The second set of measurements was performed after the patients’ LP. The research team member, blinded from the patients pre- and post-LP pressures and amount of cerebral spinal fluid (CSF) removed, performed repeat measurements from the both of the participant’s ONSD in transverse and sagittal plane. These images were also saved locally to the device. After the images were saved, the neurologist performing the LP provided the participant’s opening pressure, closing pressure and amount of CSF he removed. These results were entered into our database as well as the ONSD measurements pre- and post-LP. Opening pressure > 25 cm was used to categorize patients as having increased ICP. However, we included all patients to assess the changes in ONSD pre- and post-LP in those both with and without elevated ICP in order to better understand the elasticity on the ONSD in vivo.

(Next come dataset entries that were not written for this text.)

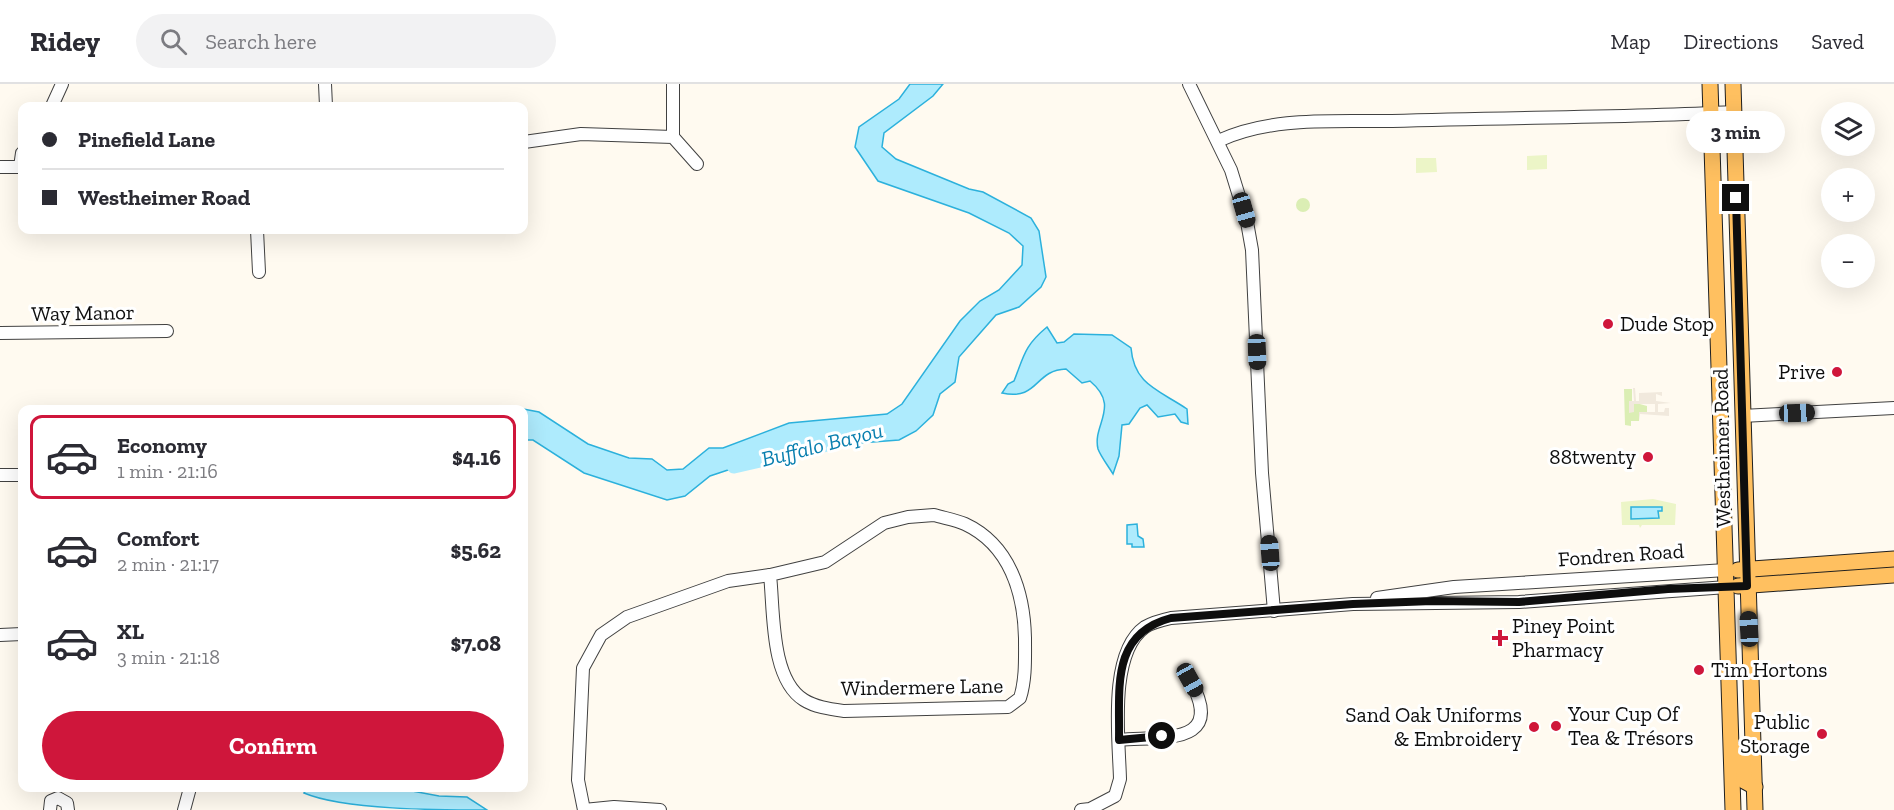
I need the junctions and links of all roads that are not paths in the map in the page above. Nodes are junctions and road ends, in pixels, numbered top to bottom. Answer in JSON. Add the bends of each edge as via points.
{"nodes":[{"id":1,"x":62,"y":84,"type":"edge"},
{"id":2,"x":325,"y":84,"type":"edge"},
{"id":3,"x":673,"y":84,"type":"edge"},
{"id":4,"x":1189,"y":84,"type":"edge"},
{"id":5,"x":1710,"y":84,"type":"edge"},
{"id":6,"x":1733,"y":84,"type":"edge"},
{"id":7,"x":55,"y":102,"type":"edge"},
{"id":8,"x":326,"y":102,"type":"edge"},
{"id":9,"x":1733,"y":111,"type":"junction"},
{"id":10,"x":1711,"y":113,"type":"junction"},
{"id":11,"x":672,"y":137,"type":"junction"},
{"id":12,"x":528,"y":141,"type":"edge"},
{"id":13,"x":1218,"y":141,"type":"junction"},
{"id":14,"x":697,"y":164,"type":"dead end"},
{"id":15,"x":0,"y":167,"type":"edge"},
{"id":16,"x":18,"y":167,"type":"edge"},
{"id":17,"x":257,"y":234,"type":"edge"},
{"id":18,"x":259,"y":272,"type":"dead end"},
{"id":19,"x":167,"y":331,"type":"dead end"},
{"id":20,"x":0,"y":333,"type":"edge"},
{"id":21,"x":1894,"y":408,"type":"edge"},
{"id":22,"x":1742,"y":416,"type":"junction"},
{"id":23,"x":0,"y":475,"type":"edge"},
{"id":24,"x":18,"y":475,"type":"edge"},
{"id":25,"x":1894,"y":559,"type":"edge"},
{"id":26,"x":1746,"y":569,"type":"junction"},
{"id":27,"x":1726,"y":570,"type":"junction"},
{"id":28,"x":770,"y":574,"type":"junction"},
{"id":29,"x":1894,"y":575,"type":"edge"},
{"id":30,"x":1747,"y":586,"type":"junction"},
{"id":31,"x":1727,"y":587,"type":"junction"},
{"id":32,"x":1353,"y":604,"type":"junction"},
{"id":33,"x":1274,"y":611,"type":"junction"},
{"id":34,"x":18,"y":634,"type":"edge"},
{"id":35,"x":0,"y":635,"type":"edge"},
{"id":36,"x":1190,"y":680,"type":"dead end"},
{"id":37,"x":1119,"y":740,"type":"junction"},
{"id":38,"x":1732,"y":748,"type":"junction"},
{"id":39,"x":1755,"y":787,"type":"junction"},
{"id":40,"x":189,"y":792,"type":"edge"},
{"id":41,"x":50,"y":810,"type":"edge"},
{"id":42,"x":68,"y":810,"type":"edge"},
{"id":43,"x":184,"y":810,"type":"edge"},
{"id":44,"x":584,"y":810,"type":"edge"},
{"id":45,"x":660,"y":810,"type":"edge"},
{"id":46,"x":1081,"y":810,"type":"edge"},
{"id":47,"x":1733,"y":810,"type":"edge"},
{"id":48,"x":1755,"y":810,"type":"edge"}],
"edges":[{"from":1,"to":7,"type":"street"},
{"from":2,"to":8,"type":"street"},
{"from":3,"to":11,"type":"street"},
{"from":4,"to":13,"type":"street"},
{"from":5,"to":10,"type":"main road","name":"Westheimer Road"},
{"from":6,"to":9,"type":"main road","name":"Westheimer Road"},
{"from":9,"to":10,"type":"street"},
{"from":9,"to":22,"type":"main road","name":"Westheimer Road"},
{"from":10,"to":13,"type":"street","via":[[1302,123],[1249,129]]},
{"from":10,"to":27,"type":"main road","name":"Westheimer Road"},
{"from":11,"to":12,"type":"street","via":[[581,134]]},
{"from":11,"to":14,"type":"street"},
{"from":13,"to":33,"type":"street","via":[[1240,197],[1252,250],[1262,474]]},
{"from":15,"to":16,"type":"street"},
{"from":17,"to":18,"type":"street"},
{"from":19,"to":20,"type":"street","name":"Way Manor"},
{"from":21,"to":22,"type":"street"},
{"from":22,"to":26,"type":"main road","name":"Westheimer Road"},
{"from":23,"to":24,"type":"street"},
{"from":25,"to":26,"type":"main road","name":"Fondren Road"},
{"from":26,"to":27,"type":"main road","name":"Fondren Road"},
{"from":26,"to":30,"type":"main road","name":"Westheimer Road"},
{"from":27,"to":31,"type":"main road","name":"Westheimer Road"},
{"from":27,"to":32,"type":"street","name":"Fondren Road","via":[[1435,589]]},
{"from":28,"to":28,"type":"street","name":"Windermere Lane","via":[[825,562],[884,524],[908,517],[934,515],[965,524],[1000,552],[1017,583],[1024,615],[1020,698],[1008,706],[844,711],[802,699],[784,677],[779,662]]},
{"from":28,"to":44,"type":"street","name":"Windermere Lane","via":[[728,581],[627,617],[601,635],[583,668],[578,780]]},
{"from":29,"to":30,"type":"main road","name":"Fondren Road"},
{"from":30,"to":31,"type":"main road","name":"Fondren Road"},
{"from":30,"to":39,"type":"main road","name":"Westheimer Road"},
{"from":31,"to":32,"type":"street","name":"Fondren Road","via":[[1519,602]]},
{"from":31,"to":38,"type":"main road","name":"Westheimer Road"},
{"from":32,"to":33,"type":"street","name":"Fondren Road"},
{"from":33,"to":37,"type":"street","name":"Fondren Road","via":[[1171,618],[1143,628],[1130,646],[1121,670]]},
{"from":34,"to":35,"type":"street"},
{"from":36,"to":37,"type":"street","via":[[1203,713],[1198,726],[1184,735]]},
{"from":37,"to":46,"type":"street","via":[[1120,779],[1115,796]]},
{"from":38,"to":39,"type":"main road","via":[[1743,757],[1744,782]]},
{"from":38,"to":47,"type":"main road","name":"Westheimer Road"},
{"from":39,"to":48,"type":"main road","name":"Westheimer Road"},
{"from":40,"to":43,"type":"street"},
{"from":41,"to":42,"type":"street","via":[[51,801],[58,798],[67,802]]},
{"from":44,"to":45,"type":"street"}]}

Patient data were de-identified and blinded to the research team members performing the ONSD measurements. However, demographic information of the patients was collected, including indication for LP (i.e., presently ongoing or resolved symptoms) and other existing co-morbidities.
We used descriptive statistics to characterize the study subjects. We calculated average ONSD for each eye as the arithmetic mean of sagittal and transverse measurements. For each eye, we compared sagittal and transverse and average ONSD before and after LP using two-tailed paired t test. We calculated change in ONSD at each eye and axis from pre-LP to post-LP. We also examined LP opening pressure in the subset of subjects with abnormal ONSD (> 5 mm). We used linear regression to measure association of sagittal, transverse, average, and change in ONSD with LP opening pressure, change in LP pressure, and volume of CSF drained. We considered p values < 0.05 to be significant. We used STATA 14.2 for all analyses (STATA Corp., College Park, Tx).
Data Availability: Anonymized data not published within this article will be made available by request from any qualified investigator.